> **ASSIGNED TASK**
In the entries below, count every line containing "Conchal". Reply with the number alone.

> **INPUT DATA**
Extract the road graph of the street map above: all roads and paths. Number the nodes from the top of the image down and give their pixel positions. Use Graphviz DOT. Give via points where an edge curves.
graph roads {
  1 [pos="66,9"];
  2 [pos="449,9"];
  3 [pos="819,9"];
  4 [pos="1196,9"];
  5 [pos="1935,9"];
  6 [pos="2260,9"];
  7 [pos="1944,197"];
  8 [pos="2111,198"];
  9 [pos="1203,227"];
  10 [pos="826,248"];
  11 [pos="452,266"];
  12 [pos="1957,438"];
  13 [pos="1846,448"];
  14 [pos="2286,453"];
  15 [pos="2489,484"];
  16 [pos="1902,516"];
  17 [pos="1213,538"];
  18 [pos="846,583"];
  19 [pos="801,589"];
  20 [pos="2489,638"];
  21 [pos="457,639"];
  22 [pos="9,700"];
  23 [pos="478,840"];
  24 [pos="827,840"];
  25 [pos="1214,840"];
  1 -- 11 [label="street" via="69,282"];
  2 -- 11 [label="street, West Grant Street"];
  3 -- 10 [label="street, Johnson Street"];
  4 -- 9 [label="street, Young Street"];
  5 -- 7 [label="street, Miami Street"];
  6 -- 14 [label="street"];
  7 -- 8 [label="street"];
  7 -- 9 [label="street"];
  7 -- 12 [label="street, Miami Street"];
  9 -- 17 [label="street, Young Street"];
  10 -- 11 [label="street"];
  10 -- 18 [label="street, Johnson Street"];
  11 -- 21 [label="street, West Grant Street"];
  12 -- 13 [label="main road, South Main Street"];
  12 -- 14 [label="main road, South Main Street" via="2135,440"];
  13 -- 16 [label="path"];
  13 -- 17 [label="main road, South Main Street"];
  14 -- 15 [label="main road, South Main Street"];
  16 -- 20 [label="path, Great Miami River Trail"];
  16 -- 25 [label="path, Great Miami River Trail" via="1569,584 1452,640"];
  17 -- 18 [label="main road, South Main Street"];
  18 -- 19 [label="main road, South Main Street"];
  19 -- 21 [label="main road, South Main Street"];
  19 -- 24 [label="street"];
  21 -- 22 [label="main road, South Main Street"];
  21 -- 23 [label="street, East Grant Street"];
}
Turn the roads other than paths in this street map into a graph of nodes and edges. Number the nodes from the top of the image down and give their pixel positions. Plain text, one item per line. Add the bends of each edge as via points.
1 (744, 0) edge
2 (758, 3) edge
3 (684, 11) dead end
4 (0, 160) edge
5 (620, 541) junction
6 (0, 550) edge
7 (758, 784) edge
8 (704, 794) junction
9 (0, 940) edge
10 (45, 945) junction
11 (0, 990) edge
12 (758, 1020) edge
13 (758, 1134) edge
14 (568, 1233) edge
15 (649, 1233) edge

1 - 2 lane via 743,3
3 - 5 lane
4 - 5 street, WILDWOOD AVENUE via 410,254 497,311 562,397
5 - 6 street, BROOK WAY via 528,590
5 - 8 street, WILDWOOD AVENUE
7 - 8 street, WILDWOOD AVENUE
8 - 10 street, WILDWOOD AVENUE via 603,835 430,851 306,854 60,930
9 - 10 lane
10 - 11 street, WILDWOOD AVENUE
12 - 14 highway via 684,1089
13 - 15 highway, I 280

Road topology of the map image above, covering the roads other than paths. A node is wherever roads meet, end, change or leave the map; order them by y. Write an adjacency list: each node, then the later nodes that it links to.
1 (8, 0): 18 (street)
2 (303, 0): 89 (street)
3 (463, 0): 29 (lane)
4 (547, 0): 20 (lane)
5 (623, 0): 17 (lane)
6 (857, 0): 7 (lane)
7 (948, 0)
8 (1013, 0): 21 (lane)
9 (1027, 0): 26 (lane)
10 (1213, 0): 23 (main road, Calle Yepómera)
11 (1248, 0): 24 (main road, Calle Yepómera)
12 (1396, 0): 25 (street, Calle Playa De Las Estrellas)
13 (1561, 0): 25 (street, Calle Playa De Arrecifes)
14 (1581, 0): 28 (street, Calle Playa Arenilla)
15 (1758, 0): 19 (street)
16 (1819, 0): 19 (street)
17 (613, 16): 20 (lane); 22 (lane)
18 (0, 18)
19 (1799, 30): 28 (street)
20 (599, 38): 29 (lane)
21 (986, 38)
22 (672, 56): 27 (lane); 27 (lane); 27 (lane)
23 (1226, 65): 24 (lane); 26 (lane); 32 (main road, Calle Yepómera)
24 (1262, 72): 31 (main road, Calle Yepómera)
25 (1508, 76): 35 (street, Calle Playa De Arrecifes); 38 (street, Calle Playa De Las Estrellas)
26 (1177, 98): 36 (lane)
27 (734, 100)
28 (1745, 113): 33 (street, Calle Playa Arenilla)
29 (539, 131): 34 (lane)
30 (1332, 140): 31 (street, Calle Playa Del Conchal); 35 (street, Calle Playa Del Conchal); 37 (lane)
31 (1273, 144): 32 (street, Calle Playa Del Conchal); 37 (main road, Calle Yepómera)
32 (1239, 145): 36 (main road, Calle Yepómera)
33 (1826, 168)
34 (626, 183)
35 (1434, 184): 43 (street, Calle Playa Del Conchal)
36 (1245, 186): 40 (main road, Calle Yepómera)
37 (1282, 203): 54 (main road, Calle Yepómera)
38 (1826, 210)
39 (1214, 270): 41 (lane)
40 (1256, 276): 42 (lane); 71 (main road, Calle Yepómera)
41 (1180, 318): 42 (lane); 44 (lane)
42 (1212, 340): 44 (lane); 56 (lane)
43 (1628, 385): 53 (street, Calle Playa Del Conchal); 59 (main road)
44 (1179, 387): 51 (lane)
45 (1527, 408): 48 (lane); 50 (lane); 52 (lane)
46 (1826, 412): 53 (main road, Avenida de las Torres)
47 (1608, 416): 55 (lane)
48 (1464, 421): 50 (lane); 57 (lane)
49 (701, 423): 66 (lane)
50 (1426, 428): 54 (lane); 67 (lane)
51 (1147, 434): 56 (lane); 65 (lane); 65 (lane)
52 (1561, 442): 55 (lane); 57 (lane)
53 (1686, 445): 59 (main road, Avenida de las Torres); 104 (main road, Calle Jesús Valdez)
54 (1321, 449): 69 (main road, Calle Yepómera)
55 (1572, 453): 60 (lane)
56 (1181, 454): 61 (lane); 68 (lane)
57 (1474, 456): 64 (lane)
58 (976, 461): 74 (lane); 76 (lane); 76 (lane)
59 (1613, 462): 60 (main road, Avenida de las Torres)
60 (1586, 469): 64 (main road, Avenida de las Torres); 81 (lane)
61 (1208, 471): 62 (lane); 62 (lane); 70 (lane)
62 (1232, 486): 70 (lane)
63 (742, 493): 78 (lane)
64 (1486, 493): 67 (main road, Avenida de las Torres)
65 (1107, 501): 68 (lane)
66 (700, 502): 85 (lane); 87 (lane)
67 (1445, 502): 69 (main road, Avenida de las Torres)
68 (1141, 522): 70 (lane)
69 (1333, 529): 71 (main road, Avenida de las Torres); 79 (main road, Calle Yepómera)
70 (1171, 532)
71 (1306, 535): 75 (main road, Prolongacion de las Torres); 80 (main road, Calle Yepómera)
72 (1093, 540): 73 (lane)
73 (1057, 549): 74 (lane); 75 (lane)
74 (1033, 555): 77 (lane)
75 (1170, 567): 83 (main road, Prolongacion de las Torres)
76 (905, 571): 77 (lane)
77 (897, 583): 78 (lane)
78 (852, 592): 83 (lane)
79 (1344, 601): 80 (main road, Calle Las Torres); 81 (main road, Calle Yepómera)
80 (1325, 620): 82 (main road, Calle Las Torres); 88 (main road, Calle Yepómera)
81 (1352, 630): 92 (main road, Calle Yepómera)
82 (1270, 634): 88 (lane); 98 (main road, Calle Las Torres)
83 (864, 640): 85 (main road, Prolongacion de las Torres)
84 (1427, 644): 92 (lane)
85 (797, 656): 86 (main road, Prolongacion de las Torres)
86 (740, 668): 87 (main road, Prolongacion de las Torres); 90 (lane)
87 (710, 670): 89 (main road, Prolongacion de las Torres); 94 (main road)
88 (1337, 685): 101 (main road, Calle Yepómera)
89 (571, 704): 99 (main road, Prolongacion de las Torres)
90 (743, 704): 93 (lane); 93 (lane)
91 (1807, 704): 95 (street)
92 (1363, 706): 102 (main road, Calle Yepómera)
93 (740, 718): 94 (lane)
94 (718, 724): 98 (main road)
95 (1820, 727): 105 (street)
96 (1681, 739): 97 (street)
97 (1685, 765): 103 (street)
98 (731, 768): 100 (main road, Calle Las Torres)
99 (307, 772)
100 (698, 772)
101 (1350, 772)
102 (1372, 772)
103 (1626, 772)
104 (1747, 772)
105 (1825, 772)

> **COMPLETED EXERCISE**
4